Many visually interesting lighting effects can be obtained by cyclically pulsing light intensity and/or color. For example, many fundamental biological phenomena are related to frequencies in the range of 0.01 Hz and 100 Hz, and their pulsations resonate deeply within human perception. For example, it is well established that when one is exposed to light pulsations within the frequency range of typical brainwaves (approximately 2 Hz to 30 Hz), the brain has a tendency to eventually fall in synchronism with the light pulsations: this phenomenon is known as photic brainwave entrainment. Since different brainwave frequencies are associated to different mind states, it follows that light pulsations can have an influence on mood and state of mind. As another example, pulsations near the typical heartbeat frequency of 1.2 Hz usually strongly attract the attention. As yet another example pulsations at 7.8 Hz, a frequency known as the “Schumann Resonance” which relates to the resonance frequency of the electromagnetic field surrounding the Earth, are perceived as very soothing by most people
Light pulsations are already commonly generated in parts of this frequency range with stroboscope-type luminaires such as seen in discotheques or ambiance lighting systems. However, such systems usually generate crude on/off light pulses, as shown in FIG. 1 (PRIOR ART), which can trigger epileptic episodes in some individuals. Current research indicates that 1 in 20,000 adults over 25 years of age have epileptic photosensitivity to pulsing light, without necessarily being aware of it. While this risk associated to standard stroboscopic light pulsations is minimal, it cannot be ignored in lighting applications for the general public.
Extensive psychophysiological research allows us to specify the arousing, relaxing, awareness sharpening, or pacifying effects of various colors.

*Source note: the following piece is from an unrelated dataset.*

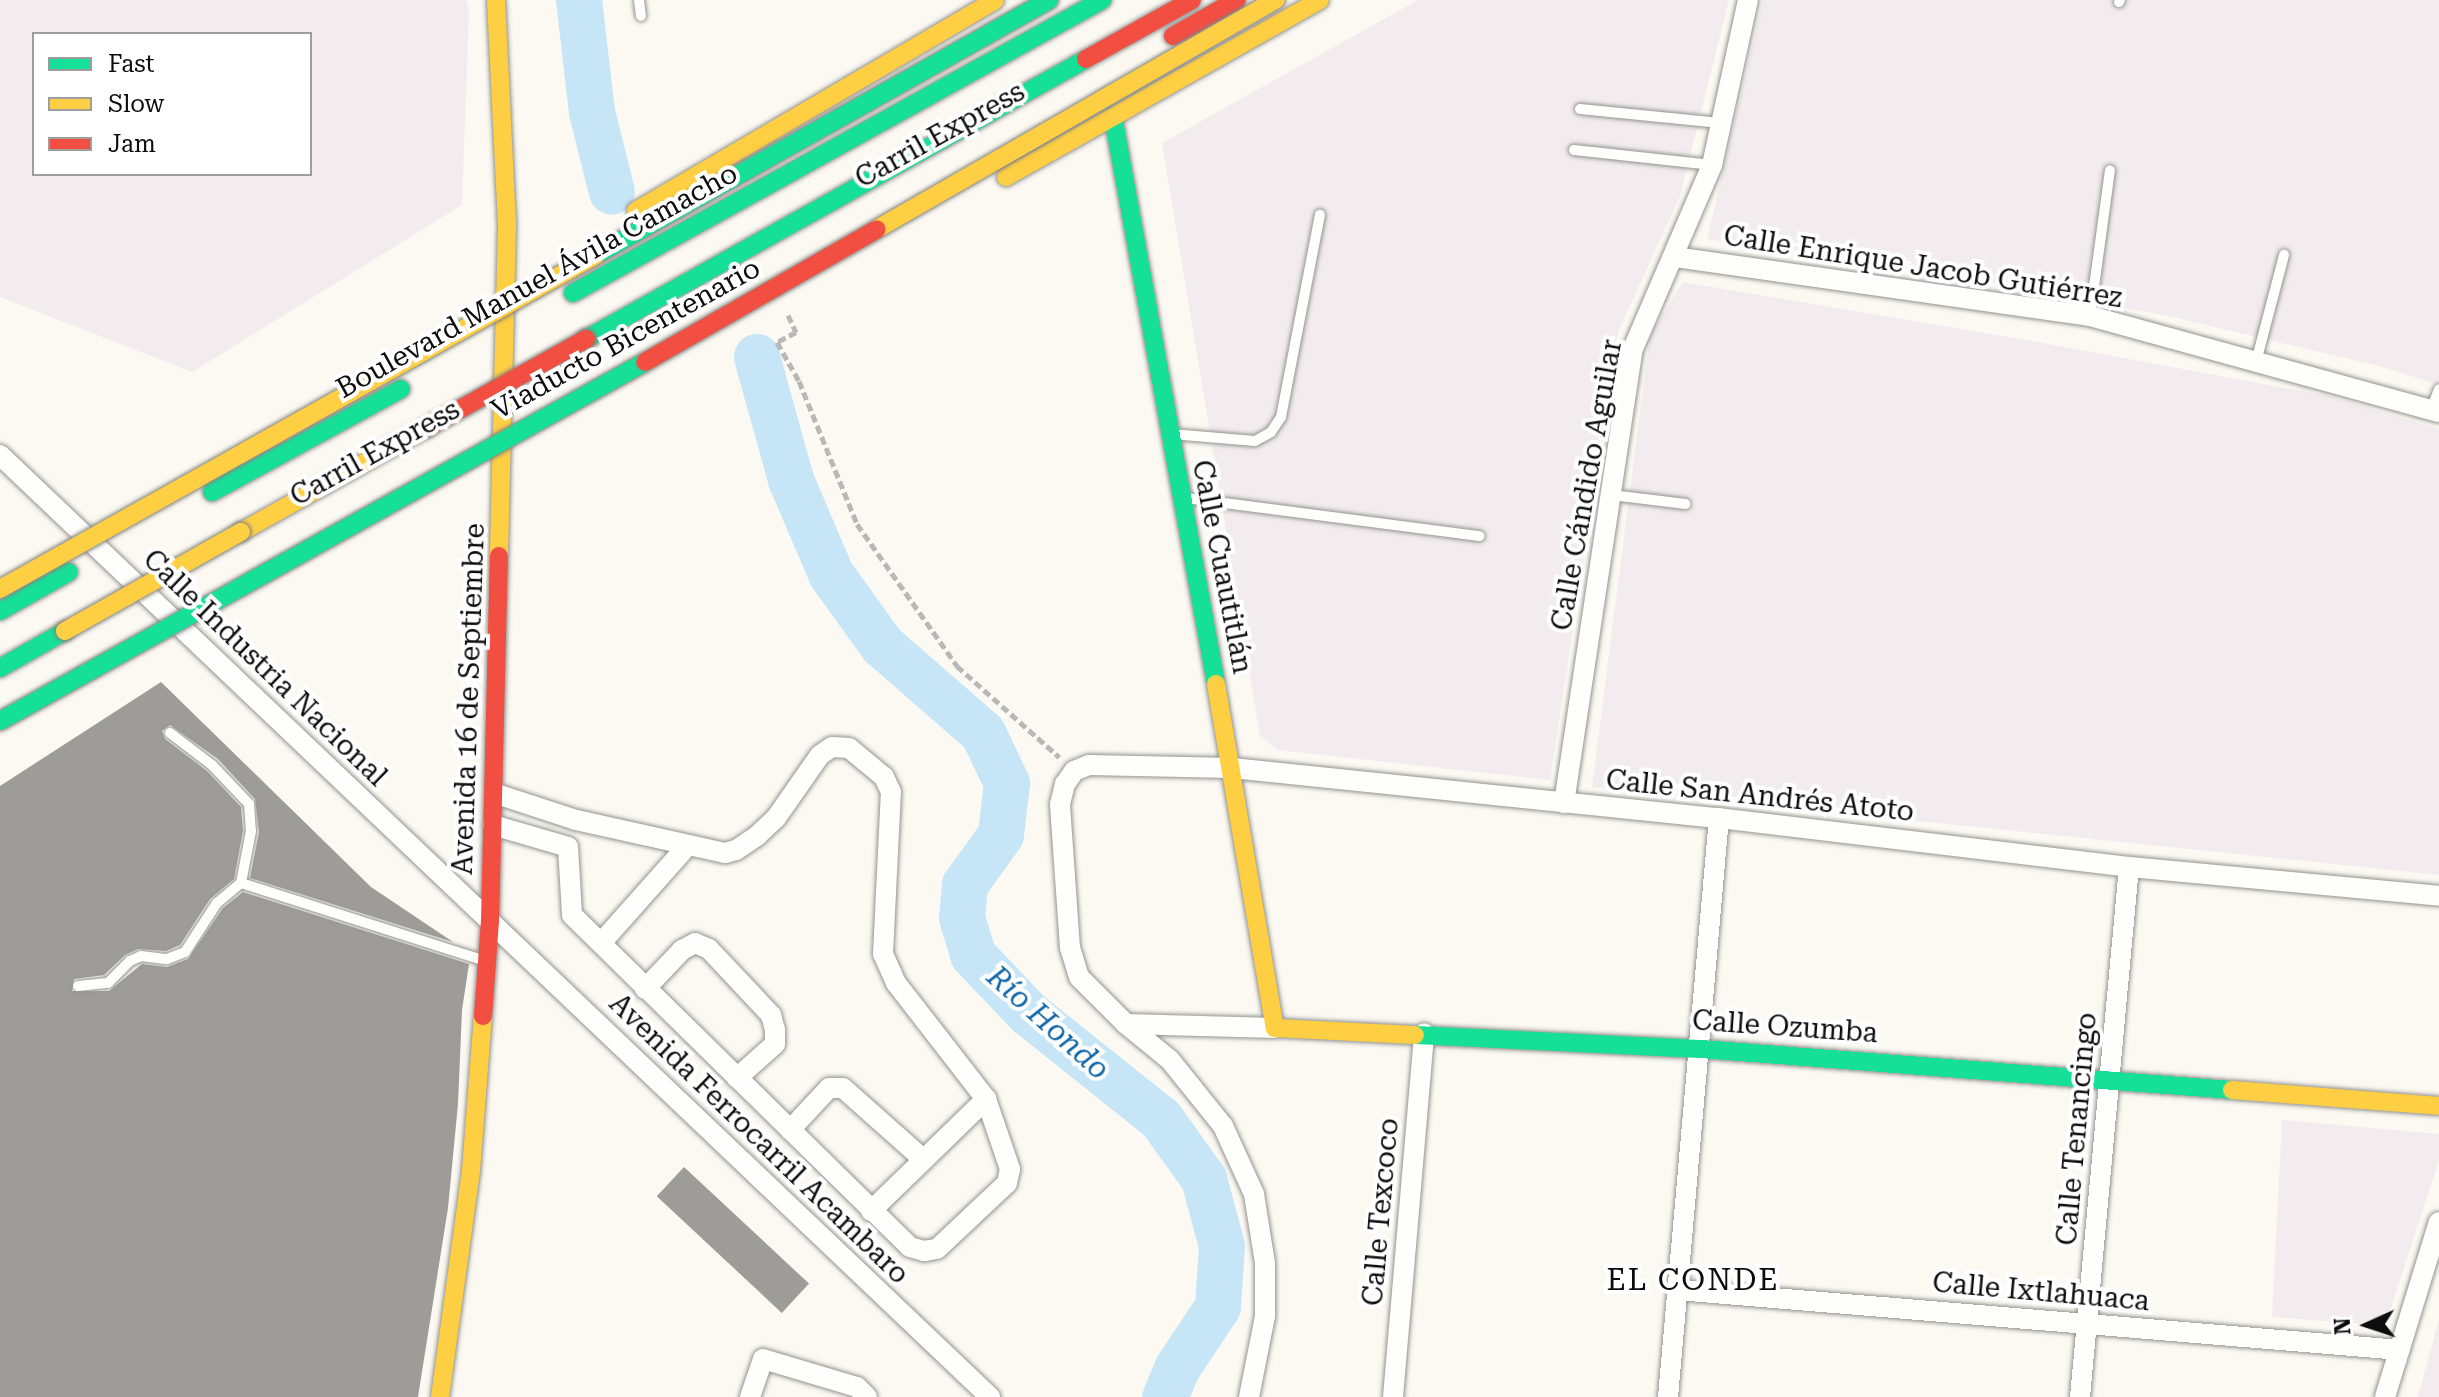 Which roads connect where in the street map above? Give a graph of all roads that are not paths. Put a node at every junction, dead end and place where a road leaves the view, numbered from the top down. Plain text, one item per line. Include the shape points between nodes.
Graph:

Such research originates in the early work of pioneers such as Dinshah Ghadiali (1863-1966) with his Spectro-Chrome Color Therapy system, and includes treatment modalities such as Syntonic Optometry as developed by Dr. Spitler from 1927. More recent examples include the research of Dr. John Nash Ott (author of “Health and Light”, 1973), Dr. Fritz Hollowich (author of “The influence of ocular light perception on metabolism in man and animal”, 1969) and Jacob Liberman (Light: Medecine of the Future”, 1984). For example, it is well established that so-called cool colors (in the green-blue spectrum) have a tendency to stimulate the parasympathetic portion of the autonomous nervous system (ANS), leading to reduced pulse rate and relaxation. Conversely, so-called warm colors (in the red-orange-yellow spectrum) have a tendency to stimulate the sympathetic portion of the ANS, leading to increased pulse rate and arousal. Intermediate colors (lime and magenta) have a tendency to bring balance and equilibrium between both portions of the ANS. Due to limitations of existing colored light generation technology, most existing color therapy systems have been making use of the application of single static colors, sometimes presented in sequences of chosen colors.
Combining the effect of color with brainwave photic driving has been shown to have great therapeutic potential. Previous inventions making use of this combination include the Photron and Lumitron by John Downing (1984) and the Color Receptivity Trainer by Jacob Liberman (1991). However these devices can only present a single color combined with a single stroboscopically pulsing frequency, with a changing of either parameter requiring a manual intervention.
There may be therapeutic benefits in presenting more complex light projections involving the simultaneous presentation of more than one color, or sequences of colors in a more rapid succession than that allowed by manual control (e.g. more than once per second). Furthermore, there may be therapeutic benefits to combining colors with brainwave pulsations of the colored light intensity without incurring the discomfort of stroboscopic flashes or the risk of epileptic complications. As will be shown below, such modulated light projections can prove particularly effective to induce relaxing, energizing or balancing effects in humans and animals. Through facilitating the induction of a state of deep relaxation, they can also prove particularly effective in reducing stress levels. It is well-known in medical science that stress is a major contributor in a wide variety of health problems: recent research suggests that anywhere from 60 to 90 percent of illness is stress-related. The above-described modulated light projections may therefore assist in the treatment of pathologies generated by excessive stress of the nervous system.
Prior art in the field of light modulation includes U.S. Pat. No. 5,070,399 (MARTEL) entitled “Light Color and Intensity Modulation System”, issued in 1991, which describes a system comprising a color scaling device receiving a hue control signal and producing a plurality of color component signals being supplied as the output to color light projectors, and one LFO whose output is an intensity modulation signal for varying the intensity of the plurality of color component signals. While such a system is capable of performing basic light modulation as shown in FIG. 2 (PRIOR ART), its capabilities are limited to a single type of visual effect, i.e., the intensity modulation with one frequency.
There remains however a need for improved systems in this field.